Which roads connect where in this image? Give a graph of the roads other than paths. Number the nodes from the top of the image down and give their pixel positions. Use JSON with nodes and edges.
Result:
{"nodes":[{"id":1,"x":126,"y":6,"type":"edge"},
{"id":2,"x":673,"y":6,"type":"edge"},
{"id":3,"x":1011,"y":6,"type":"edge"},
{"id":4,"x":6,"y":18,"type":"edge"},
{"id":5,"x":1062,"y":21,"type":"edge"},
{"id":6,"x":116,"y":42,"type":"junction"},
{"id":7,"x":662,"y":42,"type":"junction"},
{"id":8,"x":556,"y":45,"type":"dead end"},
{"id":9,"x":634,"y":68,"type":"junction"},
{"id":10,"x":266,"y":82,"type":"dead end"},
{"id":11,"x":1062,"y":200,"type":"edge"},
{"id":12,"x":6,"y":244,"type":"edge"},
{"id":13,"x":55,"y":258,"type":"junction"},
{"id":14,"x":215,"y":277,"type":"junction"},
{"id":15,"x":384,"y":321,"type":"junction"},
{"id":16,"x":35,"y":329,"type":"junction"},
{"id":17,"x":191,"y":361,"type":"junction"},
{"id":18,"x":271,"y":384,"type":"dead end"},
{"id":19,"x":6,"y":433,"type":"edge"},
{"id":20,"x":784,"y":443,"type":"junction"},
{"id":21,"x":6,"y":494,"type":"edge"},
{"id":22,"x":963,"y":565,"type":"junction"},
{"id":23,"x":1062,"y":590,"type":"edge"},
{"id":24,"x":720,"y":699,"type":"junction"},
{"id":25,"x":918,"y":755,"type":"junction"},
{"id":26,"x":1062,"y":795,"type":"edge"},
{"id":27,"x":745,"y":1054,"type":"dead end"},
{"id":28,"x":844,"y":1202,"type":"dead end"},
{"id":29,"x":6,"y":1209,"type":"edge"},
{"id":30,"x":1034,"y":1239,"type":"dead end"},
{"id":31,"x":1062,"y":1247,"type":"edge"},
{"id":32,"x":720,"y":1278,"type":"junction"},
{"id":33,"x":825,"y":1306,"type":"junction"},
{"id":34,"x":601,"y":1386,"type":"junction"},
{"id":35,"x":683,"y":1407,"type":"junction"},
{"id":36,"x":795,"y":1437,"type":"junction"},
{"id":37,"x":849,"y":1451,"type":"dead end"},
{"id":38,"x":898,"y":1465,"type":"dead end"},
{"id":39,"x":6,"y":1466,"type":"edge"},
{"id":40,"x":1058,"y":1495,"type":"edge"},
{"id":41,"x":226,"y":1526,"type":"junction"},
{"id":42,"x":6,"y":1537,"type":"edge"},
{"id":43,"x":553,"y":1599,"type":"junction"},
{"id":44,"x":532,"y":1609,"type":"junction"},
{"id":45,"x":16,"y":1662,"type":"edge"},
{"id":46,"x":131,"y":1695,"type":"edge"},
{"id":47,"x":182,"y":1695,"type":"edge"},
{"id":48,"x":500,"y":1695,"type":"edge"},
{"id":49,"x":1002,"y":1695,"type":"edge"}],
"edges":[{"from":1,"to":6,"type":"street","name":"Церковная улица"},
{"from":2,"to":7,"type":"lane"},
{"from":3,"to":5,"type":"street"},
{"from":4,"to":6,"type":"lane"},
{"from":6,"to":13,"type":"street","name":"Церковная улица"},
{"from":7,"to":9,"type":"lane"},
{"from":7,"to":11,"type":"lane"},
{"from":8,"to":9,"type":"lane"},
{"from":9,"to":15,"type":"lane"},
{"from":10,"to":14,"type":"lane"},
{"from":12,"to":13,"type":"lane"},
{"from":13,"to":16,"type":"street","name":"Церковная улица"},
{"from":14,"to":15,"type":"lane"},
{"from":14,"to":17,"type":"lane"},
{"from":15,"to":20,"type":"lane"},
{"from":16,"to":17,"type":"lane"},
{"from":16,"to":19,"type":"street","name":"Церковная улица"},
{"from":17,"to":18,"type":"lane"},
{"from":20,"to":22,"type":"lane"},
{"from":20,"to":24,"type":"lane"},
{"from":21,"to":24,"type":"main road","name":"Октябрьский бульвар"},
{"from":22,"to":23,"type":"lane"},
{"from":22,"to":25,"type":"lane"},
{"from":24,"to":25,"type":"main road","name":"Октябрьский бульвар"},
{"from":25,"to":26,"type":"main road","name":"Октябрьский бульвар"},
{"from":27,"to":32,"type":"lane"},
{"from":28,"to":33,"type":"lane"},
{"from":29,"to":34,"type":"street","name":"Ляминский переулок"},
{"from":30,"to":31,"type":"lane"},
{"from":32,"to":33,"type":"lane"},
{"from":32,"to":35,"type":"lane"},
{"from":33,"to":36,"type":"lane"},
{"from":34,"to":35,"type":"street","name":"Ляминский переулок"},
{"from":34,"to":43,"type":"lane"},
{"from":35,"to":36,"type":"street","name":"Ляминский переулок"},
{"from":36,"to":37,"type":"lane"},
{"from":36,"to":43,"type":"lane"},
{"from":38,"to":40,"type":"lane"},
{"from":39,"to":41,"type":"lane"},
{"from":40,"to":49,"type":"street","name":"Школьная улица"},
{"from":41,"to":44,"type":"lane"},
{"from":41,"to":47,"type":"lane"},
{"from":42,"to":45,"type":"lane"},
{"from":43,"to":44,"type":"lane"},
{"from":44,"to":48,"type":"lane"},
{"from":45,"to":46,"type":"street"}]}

= = =

TASK STATEMENT: Every line of the data above that includes "dead" should be listed.

TASK OUTPUT:
{"id":8,"x":556,"y":45,"type":"dead end"},
{"id":10,"x":266,"y":82,"type":"dead end"},
{"id":18,"x":271,"y":384,"type":"dead end"},
{"id":27,"x":745,"y":1054,"type":"dead end"},
{"id":28,"x":844,"y":1202,"type":"dead end"},
{"id":30,"x":1034,"y":1239,"type":"dead end"},
{"id":37,"x":849,"y":1451,"type":"dead end"},
{"id":38,"x":898,"y":1465,"type":"dead end"},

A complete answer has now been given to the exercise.